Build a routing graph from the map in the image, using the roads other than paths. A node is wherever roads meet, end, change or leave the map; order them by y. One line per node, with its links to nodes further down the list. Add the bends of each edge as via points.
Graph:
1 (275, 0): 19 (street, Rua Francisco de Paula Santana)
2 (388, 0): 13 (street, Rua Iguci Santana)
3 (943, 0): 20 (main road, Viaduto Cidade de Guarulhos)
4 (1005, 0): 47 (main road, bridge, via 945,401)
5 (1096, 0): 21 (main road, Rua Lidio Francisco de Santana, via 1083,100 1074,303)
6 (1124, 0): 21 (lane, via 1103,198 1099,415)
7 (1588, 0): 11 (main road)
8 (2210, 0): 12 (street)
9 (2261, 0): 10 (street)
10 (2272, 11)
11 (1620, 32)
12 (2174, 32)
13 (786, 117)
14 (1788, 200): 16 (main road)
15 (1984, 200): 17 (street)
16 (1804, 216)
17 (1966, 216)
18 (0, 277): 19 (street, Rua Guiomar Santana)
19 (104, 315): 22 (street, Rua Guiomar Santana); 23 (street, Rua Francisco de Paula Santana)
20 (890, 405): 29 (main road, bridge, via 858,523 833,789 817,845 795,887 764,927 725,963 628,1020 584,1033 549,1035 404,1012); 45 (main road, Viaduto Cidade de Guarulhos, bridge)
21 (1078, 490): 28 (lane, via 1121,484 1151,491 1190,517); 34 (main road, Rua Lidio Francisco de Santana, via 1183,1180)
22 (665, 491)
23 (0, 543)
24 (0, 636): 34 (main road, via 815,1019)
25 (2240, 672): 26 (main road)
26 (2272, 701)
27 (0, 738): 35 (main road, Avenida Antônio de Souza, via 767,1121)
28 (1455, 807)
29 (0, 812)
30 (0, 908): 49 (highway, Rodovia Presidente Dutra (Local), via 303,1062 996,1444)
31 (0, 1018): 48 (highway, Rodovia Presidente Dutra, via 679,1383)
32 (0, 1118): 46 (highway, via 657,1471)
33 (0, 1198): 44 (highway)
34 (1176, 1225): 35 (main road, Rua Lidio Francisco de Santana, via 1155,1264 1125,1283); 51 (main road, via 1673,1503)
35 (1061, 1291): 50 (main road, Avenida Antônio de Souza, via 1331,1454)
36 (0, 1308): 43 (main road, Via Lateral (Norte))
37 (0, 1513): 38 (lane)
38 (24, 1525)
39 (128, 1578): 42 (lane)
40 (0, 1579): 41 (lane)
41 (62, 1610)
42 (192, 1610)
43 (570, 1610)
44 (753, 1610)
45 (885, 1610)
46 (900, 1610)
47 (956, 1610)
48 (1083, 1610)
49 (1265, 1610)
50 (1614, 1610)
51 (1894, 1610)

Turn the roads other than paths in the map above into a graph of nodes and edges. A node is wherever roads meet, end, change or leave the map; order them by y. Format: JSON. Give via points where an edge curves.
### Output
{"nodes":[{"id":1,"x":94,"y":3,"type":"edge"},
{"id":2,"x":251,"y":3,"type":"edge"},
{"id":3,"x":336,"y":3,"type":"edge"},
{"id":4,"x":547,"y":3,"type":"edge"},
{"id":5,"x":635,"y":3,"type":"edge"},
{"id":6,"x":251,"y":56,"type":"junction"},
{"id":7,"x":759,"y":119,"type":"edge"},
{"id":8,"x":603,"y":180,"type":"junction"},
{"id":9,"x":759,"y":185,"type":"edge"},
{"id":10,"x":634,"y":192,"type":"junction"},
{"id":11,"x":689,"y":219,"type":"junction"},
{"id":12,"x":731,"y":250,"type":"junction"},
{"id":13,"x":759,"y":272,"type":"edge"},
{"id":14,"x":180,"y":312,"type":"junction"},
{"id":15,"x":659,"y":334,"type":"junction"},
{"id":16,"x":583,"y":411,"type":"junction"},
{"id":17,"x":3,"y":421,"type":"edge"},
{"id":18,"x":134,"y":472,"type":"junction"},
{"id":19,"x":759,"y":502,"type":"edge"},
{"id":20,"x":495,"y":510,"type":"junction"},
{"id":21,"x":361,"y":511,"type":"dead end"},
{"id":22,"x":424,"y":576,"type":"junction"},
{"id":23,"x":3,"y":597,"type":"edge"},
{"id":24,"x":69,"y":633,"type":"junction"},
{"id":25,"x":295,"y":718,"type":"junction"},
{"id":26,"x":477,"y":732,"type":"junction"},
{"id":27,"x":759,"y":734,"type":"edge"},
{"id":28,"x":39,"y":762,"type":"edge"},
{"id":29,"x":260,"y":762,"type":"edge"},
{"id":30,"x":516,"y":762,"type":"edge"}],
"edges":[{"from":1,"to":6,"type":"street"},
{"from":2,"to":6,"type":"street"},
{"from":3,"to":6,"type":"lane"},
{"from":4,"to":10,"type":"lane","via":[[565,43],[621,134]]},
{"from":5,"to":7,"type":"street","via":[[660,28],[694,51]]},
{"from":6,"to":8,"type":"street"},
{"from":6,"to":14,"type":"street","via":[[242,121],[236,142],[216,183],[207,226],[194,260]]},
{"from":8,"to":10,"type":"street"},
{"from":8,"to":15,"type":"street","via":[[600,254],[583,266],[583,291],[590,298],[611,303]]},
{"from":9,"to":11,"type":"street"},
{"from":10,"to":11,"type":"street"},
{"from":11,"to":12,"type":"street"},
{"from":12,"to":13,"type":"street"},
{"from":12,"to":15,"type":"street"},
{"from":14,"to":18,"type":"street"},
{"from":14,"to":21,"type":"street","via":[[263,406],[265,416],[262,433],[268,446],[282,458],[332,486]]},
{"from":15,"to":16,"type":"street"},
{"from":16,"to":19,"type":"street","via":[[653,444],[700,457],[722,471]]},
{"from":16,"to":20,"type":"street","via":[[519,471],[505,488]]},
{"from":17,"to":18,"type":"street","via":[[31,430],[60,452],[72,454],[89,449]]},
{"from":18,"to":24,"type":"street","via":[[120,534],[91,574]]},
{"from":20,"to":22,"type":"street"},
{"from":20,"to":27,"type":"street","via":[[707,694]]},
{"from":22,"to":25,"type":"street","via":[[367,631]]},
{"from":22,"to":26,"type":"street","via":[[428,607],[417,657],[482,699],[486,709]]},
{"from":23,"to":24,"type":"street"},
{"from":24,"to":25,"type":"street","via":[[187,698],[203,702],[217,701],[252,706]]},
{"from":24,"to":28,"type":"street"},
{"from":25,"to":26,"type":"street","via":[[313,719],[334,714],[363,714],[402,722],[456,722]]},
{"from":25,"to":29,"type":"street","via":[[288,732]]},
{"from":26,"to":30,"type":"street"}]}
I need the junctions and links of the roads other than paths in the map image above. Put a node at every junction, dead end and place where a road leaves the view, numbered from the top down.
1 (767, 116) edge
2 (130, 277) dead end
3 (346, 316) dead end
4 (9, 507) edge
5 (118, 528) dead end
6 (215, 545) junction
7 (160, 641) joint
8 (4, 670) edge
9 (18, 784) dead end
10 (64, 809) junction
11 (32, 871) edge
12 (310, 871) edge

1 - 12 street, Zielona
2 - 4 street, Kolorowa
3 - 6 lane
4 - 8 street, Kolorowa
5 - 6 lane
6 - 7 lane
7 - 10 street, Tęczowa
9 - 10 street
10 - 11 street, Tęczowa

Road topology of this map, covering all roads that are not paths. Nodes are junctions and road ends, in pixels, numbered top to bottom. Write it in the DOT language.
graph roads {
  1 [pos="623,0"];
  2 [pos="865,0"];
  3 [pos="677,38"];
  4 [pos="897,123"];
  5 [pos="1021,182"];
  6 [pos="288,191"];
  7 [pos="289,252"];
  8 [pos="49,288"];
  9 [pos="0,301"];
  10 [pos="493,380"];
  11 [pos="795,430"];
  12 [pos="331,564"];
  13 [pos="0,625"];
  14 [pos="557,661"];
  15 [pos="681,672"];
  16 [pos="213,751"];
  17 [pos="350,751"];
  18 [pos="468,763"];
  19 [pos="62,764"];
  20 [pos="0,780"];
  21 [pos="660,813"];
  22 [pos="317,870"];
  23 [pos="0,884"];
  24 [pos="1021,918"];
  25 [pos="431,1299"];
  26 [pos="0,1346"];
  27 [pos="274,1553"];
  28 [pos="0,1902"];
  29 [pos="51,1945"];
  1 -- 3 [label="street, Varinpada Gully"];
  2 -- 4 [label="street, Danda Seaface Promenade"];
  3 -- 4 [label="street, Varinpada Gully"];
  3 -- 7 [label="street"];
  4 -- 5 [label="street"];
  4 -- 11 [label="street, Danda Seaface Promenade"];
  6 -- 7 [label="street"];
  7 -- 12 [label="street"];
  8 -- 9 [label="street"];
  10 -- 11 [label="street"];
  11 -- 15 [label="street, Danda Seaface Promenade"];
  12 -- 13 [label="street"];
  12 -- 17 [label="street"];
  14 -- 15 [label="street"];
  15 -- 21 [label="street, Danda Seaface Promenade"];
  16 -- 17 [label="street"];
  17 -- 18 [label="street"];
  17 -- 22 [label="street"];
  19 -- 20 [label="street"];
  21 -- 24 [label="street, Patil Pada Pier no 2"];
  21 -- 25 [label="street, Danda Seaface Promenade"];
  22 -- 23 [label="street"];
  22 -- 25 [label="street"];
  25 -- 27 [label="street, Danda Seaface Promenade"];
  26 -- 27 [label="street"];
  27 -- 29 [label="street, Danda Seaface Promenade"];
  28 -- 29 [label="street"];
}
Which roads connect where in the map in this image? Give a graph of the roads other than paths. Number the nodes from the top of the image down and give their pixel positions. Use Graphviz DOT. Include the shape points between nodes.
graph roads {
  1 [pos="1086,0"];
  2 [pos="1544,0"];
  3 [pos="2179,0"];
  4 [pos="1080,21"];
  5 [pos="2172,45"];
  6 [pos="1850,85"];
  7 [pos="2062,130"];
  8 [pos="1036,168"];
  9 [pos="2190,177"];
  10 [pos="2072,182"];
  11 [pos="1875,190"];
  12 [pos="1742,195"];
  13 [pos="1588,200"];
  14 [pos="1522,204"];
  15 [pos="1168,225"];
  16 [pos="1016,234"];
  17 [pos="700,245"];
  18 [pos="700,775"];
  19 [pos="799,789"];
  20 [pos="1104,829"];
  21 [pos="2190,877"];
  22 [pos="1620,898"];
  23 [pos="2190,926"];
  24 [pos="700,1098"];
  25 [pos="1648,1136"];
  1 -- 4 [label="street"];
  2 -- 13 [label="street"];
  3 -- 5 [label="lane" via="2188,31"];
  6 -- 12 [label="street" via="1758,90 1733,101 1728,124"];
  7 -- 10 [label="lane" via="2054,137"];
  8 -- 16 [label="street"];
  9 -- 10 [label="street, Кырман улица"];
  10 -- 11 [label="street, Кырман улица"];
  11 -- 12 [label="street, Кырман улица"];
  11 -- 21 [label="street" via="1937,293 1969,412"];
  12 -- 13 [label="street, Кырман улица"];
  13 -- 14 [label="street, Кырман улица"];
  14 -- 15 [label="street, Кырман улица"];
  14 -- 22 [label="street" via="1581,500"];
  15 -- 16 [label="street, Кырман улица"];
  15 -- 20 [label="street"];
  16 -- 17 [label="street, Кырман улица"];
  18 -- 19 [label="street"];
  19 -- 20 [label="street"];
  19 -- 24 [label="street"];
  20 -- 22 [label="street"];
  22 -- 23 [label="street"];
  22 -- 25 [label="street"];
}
**********
• **TRY IT**:
Please report every line in the entries above that holds the string "down".

• **RESULT FOR THIS EXERCISE**:
Build a routing graph from the map in the image, using the roads other than paths. A node is wherever roads meet, end, change or leave the map; order them by y. One line per node, with its links to nodes further down the list. Add the bends of each edge as via points.
I need the junctions and links of the roads other than paths in the map image above. Put a node at every junction, dead end and place where a road leaves the view, numbered from the top down.
Which roads connect where in the map in this image? Give a graph of the roads other than paths. Number the nodes from the top of the image down and give their pixel positions. Use Graphviz DOT. Include the shape points between nodes.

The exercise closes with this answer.